Character Spotlight ~ Leslie Gould’s Cate Miller

Meet a very unique Amish woman in

Leslie Gould’s

Courting Cate

Bethany House

The Story

When Amish farmer Pete Treger moves to Paradise Township, Pennsylvania, seeking a better life, he meets sisters Cate and Betsy Miller. Both are beautiful, but older sister Cate is known more for her sharp tongue and fiery temper than her striking appearance. Betsy, on the other hand, is sweet and flirty–and seems to have attracted most of the bachelors in Lancaster County! However, the sisters’ wealthy father has made one hard and fast rule: elder sister must marry first, before the younger can even start courting. Unfortunately for poor Betsy, and for the men who want to court her, her older sister, Cate, doesn’t have any suitors–until Pete comes to town, that is. Though he finds both sisters attractive, something about Cate’s feisty demeanor appeals to him. Soon the other bachelors in the district convince Pete to court Cate. She hardly seems receptive to his overtures, though. Instead, she’s immediately suspicious of his interest.

Introducing Cate!

Brief physical description

Cate Miller is 23 years old with dark hair and blue, almost violet, eyes.

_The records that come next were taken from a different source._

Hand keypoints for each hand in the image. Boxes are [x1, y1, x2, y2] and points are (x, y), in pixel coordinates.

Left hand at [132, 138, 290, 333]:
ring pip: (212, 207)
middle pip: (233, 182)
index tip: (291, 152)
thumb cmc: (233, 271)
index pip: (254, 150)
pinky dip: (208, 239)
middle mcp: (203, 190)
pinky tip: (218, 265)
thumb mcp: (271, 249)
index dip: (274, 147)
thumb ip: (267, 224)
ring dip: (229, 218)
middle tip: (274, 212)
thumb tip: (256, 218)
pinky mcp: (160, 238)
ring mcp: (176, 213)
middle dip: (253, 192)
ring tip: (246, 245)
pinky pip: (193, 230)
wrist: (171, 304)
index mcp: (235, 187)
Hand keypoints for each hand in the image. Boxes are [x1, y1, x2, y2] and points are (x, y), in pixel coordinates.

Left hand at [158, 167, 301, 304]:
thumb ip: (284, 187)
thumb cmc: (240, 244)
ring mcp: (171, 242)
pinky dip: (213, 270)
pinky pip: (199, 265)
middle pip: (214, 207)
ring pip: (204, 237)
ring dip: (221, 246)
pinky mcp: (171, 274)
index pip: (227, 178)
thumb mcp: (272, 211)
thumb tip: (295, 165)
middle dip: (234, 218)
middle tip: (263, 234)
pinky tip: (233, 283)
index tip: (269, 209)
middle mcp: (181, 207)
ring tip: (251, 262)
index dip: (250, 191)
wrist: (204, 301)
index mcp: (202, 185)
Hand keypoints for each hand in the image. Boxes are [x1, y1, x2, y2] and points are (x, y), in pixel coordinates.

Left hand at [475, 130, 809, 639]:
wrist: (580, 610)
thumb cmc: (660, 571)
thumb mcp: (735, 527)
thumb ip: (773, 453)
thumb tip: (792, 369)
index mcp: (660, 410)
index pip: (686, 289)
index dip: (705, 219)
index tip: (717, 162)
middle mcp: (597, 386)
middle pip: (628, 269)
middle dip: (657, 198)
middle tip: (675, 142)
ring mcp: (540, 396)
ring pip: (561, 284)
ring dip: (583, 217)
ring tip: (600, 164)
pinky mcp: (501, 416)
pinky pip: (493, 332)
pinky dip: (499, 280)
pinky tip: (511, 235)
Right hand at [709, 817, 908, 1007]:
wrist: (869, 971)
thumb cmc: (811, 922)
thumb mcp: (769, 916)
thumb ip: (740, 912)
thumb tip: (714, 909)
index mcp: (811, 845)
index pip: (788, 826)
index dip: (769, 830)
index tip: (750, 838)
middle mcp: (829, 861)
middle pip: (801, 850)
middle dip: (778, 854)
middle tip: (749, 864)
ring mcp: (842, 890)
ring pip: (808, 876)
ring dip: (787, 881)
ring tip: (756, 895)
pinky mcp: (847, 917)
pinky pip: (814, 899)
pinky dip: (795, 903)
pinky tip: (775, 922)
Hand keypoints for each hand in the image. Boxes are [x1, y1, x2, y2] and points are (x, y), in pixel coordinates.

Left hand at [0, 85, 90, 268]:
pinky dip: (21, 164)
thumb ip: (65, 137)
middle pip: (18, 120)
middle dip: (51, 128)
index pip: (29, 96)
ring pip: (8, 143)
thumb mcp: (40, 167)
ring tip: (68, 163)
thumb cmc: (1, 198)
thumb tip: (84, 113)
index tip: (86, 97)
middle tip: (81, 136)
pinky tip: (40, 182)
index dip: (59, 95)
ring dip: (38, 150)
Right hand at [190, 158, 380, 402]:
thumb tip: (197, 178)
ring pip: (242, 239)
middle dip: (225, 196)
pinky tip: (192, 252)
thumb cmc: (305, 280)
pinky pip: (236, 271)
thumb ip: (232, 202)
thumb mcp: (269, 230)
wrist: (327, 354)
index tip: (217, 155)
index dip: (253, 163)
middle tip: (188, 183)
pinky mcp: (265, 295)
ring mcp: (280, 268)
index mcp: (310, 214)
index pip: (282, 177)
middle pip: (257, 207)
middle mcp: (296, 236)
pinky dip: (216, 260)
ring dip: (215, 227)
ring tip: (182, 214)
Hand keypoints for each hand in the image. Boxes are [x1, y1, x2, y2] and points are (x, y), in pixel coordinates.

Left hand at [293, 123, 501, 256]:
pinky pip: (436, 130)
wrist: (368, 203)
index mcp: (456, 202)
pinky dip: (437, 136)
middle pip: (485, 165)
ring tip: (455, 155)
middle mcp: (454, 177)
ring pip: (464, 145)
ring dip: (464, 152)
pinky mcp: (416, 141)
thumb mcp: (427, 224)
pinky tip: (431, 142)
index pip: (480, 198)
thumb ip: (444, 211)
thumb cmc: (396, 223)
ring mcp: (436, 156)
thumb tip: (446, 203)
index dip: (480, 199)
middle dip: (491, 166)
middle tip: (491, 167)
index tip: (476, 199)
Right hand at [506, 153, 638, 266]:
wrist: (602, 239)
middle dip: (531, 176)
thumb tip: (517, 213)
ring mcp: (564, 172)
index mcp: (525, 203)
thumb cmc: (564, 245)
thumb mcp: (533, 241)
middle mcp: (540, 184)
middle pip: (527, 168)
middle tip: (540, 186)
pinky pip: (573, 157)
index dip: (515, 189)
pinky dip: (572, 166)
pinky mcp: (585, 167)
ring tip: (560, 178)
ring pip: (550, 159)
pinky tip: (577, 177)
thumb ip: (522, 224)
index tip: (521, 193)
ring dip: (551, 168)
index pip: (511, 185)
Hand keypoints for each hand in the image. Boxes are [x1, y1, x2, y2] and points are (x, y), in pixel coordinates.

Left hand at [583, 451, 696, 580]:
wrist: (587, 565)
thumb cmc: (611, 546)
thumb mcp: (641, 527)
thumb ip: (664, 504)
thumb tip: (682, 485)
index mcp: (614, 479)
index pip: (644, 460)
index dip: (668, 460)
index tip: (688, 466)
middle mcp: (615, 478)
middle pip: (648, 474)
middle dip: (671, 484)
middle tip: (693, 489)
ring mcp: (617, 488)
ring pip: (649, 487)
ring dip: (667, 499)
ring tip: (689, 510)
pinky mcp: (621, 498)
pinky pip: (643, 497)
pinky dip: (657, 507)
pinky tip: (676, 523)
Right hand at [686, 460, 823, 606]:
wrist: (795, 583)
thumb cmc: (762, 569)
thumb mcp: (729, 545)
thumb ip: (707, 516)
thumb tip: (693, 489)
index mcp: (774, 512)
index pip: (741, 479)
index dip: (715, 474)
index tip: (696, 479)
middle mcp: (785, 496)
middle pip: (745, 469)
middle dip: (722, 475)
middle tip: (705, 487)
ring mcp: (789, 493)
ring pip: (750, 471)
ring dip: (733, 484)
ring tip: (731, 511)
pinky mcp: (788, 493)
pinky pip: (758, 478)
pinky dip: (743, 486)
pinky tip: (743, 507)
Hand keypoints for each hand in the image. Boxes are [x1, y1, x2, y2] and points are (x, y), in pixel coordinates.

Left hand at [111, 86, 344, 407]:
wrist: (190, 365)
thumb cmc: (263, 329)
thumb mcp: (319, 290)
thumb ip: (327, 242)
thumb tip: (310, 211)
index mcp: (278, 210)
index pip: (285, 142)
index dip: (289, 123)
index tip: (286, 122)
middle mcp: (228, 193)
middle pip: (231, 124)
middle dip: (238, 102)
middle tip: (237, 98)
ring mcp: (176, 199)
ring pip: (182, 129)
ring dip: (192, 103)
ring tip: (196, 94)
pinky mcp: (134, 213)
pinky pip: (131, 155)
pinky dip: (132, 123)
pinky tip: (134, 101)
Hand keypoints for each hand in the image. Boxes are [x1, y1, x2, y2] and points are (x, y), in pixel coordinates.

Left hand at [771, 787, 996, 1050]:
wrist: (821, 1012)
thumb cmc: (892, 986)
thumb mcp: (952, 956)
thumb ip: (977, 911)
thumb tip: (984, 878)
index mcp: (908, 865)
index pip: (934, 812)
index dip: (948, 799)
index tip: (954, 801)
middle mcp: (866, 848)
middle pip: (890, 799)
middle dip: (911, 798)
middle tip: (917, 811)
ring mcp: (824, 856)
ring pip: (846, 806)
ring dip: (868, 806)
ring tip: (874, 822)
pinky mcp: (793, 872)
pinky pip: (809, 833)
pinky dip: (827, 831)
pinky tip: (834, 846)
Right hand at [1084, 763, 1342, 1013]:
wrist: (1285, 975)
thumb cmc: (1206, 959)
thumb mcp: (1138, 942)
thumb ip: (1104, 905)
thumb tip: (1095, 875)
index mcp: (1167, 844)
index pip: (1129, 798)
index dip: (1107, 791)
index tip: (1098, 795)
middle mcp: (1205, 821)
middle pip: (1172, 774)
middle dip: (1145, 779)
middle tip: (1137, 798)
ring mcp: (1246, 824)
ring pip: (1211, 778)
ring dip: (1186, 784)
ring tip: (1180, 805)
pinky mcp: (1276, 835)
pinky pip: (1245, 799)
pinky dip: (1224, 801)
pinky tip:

I had a young Elizabeth Taylor in mind—until I saw the cover for Courting Cate. The model is absolutely perfect. You can tell she’s intelligent and strong and has a mind of her own, besides being beautiful. I couldn’t be happier with the image for Cate!

Strengths and weaknesses

Cate is a big reader who is smart, sassy (especially for an Amish girl), and stubborn. But she also dearly loves her father and sister, the only family she has, and would do anything for them—even marry someone she doesn’t love.

Quirk (if any)

Cate says, “I read somewhere…” a lot when in conversation with others and then offers up unasked for advice. It’s a quirk I borrowed from myself!

Your inspiration for the character

Katherina “Kate” from Shakespeare’s “Taming of the Shrew.”

Background to the story

While in graduate school, one of my professors assigned retelling Shakespeare plays in short story form as part of the coursework. It was so much fun that when I began writing Amish fiction, I thought, “Why not?” I was thrilled when Bethany House Publishers agreed it was a good idea. I’ve had so much fun with this story and look forward to the rest in The Courtships of Lancaster County series. A retelling of “Romeo and Juliet,” Adoring Addie, is next. I won’t give away the ending, but I will say it shares a plot point with a version of the story that predates Shakespeare.